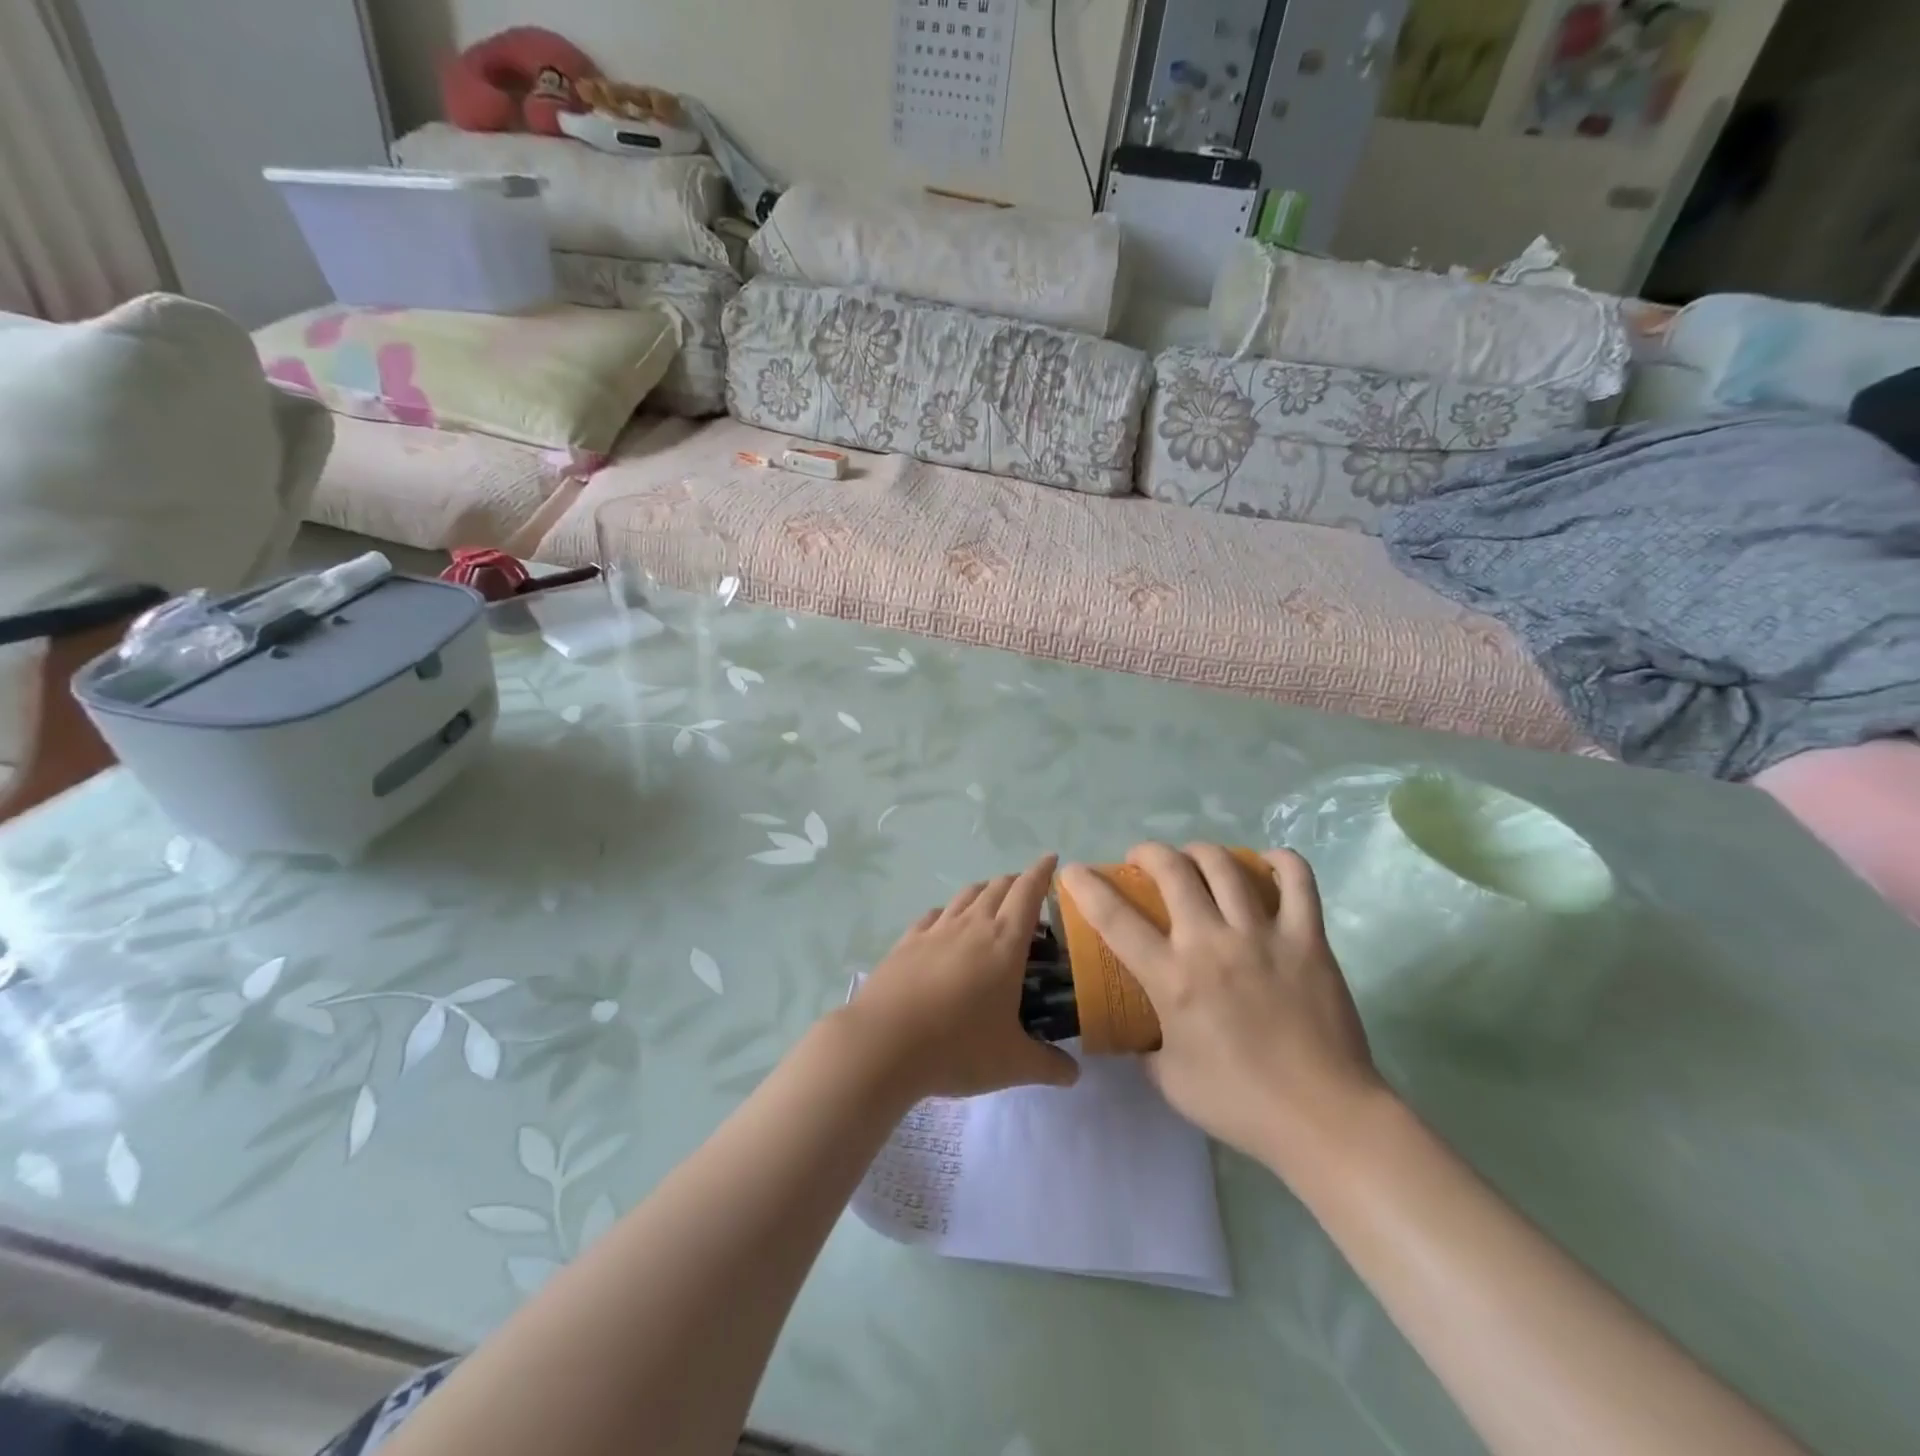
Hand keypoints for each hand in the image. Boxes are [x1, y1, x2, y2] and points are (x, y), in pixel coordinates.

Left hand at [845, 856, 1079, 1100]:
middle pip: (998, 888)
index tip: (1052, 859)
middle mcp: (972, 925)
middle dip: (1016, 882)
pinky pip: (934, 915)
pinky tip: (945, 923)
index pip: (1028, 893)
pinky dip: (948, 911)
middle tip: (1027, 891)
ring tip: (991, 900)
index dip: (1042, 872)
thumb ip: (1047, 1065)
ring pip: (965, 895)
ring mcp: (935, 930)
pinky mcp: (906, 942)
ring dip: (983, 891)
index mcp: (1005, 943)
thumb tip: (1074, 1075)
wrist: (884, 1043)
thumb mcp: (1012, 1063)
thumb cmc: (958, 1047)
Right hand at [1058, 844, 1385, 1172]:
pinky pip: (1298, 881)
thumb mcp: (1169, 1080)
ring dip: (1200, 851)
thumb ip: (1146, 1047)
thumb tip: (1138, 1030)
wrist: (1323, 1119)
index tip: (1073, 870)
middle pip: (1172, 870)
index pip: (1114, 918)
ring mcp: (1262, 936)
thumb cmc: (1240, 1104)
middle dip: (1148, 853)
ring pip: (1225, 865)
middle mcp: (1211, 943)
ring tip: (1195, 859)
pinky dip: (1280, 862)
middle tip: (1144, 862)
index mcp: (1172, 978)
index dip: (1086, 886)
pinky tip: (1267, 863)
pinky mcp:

_About this task_
Starting at the line that contains "middle tip: (1027, 891)", output each remaining line of the listing, the last line included, exactly as it appears.

_Solution for this problem_
middle tip: (1027, 891)
ring tip: (991, 900)
index dip: (1042, 872)
thumb ip: (1047, 1065)
ring pip: (965, 895)
ring mcp: (935, 930)
pinky mcp: (906, 942)
ring dip: (983, 891)
index mcp: (1005, 943)
thumb tip: (1074, 1075)
wrist: (884, 1043)
thumb mcp: (1012, 1063)
thumb cmc: (958, 1047)
Right hand at [1058, 844, 1385, 1172]:
pinky pip: (1298, 881)
thumb mcp: (1169, 1080)
ring dip: (1200, 851)
thumb ip: (1146, 1047)
thumb tip: (1138, 1030)
wrist: (1323, 1119)
index tip: (1073, 870)
middle pip: (1172, 870)
index pip: (1114, 918)
ring mcp: (1262, 936)
thumb cmc: (1240, 1104)
middle dip: (1148, 853)
ring pip: (1225, 865)
middle mcp: (1211, 943)
ring tip: (1195, 859)
pinky dip: (1280, 862)
middle tip: (1144, 862)
index mcp: (1172, 978)
index dip: (1086, 886)
pinky tip: (1267, 863)
pinky mcp:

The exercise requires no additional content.